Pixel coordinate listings

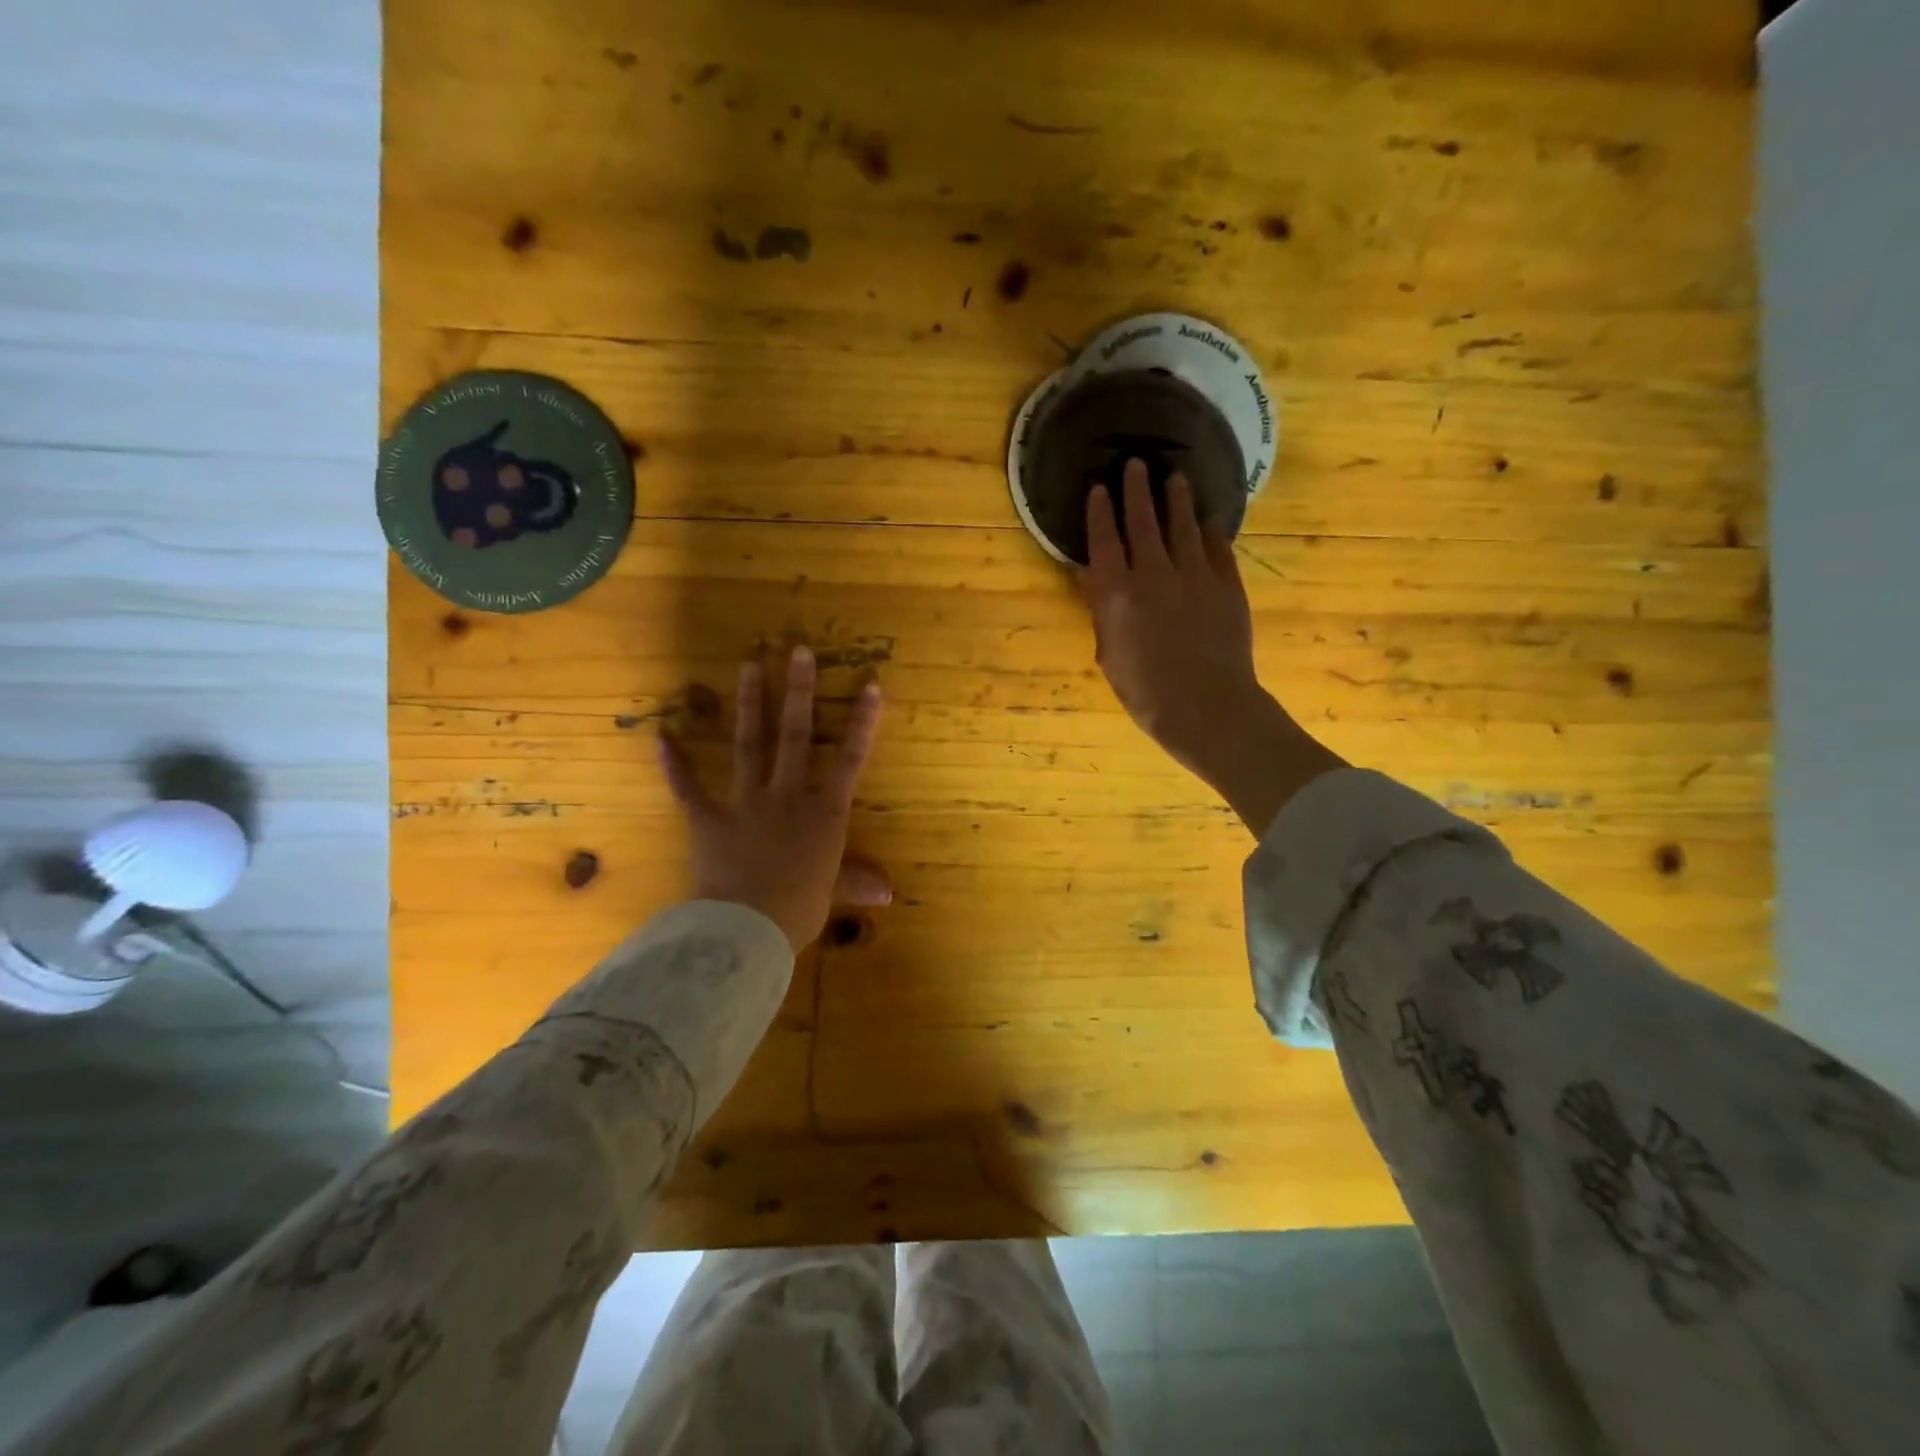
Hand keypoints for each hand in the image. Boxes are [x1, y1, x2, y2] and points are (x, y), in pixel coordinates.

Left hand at [658, 646, 889, 950]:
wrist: (746, 930)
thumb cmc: (798, 910)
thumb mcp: (831, 895)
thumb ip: (856, 883)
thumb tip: (888, 894)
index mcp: (824, 814)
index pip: (849, 759)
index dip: (862, 721)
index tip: (869, 684)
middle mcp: (787, 797)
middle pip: (794, 736)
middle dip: (798, 692)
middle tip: (797, 650)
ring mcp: (745, 804)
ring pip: (749, 746)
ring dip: (750, 705)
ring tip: (748, 666)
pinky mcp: (708, 820)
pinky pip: (689, 789)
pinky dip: (674, 764)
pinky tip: (661, 735)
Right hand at [1081, 459, 1344, 836]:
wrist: (1207, 707)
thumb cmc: (1146, 692)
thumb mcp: (1110, 655)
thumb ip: (1100, 611)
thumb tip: (1088, 575)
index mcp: (1119, 594)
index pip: (1105, 541)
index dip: (1100, 512)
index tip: (1099, 487)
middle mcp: (1155, 574)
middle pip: (1144, 522)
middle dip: (1137, 490)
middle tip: (1135, 463)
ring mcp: (1196, 576)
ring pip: (1184, 527)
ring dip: (1177, 500)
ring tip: (1175, 477)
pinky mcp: (1228, 586)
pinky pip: (1218, 549)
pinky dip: (1211, 531)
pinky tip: (1209, 520)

◆ **Try it**
When you reproduce the entries above, keep every word exact and leave the images out.

◆ **Expected answer**
Hand keypoints for each hand in the image. Boxes are [x1, y1, x2, y2] and points are (x, y), in pixel coordinates.

Left hand at [658, 646, 889, 950]:
wrist: (746, 930)
thumb cmc: (798, 910)
thumb mcp: (831, 895)
thumb ip: (856, 883)
thumb tip: (888, 894)
index mcp: (824, 814)
index pip: (849, 759)
index dip: (862, 721)
index tip: (869, 684)
middle mcp: (787, 797)
middle pip: (794, 736)
middle dip: (798, 692)
middle tip: (797, 650)
ring mcp: (745, 804)
ring pip: (749, 746)
ring dip: (750, 705)
ring tip: (748, 666)
pinky mcp: (708, 820)
pinky pip: (689, 789)
pinky dip: (674, 764)
pinky tip: (661, 735)
Right hand at [1081, 459, 1344, 836]:
wrist: (1207, 707)
thumb cmc: (1146, 692)
thumb mcp: (1110, 655)
thumb ip: (1100, 611)
thumb tip: (1088, 575)
index mcp: (1119, 594)
index pip: (1105, 541)
index dip: (1100, 512)
index tip: (1099, 487)
middle mcp: (1155, 574)
middle pip: (1144, 522)
middle dip: (1137, 490)
middle tip: (1135, 463)
ring mcp: (1196, 576)
ring pip: (1184, 527)
ring dip: (1177, 500)
ring tip: (1175, 477)
pinky mcp: (1228, 586)
pinky pip: (1218, 549)
pinky dip: (1211, 531)
pinky tip: (1209, 520)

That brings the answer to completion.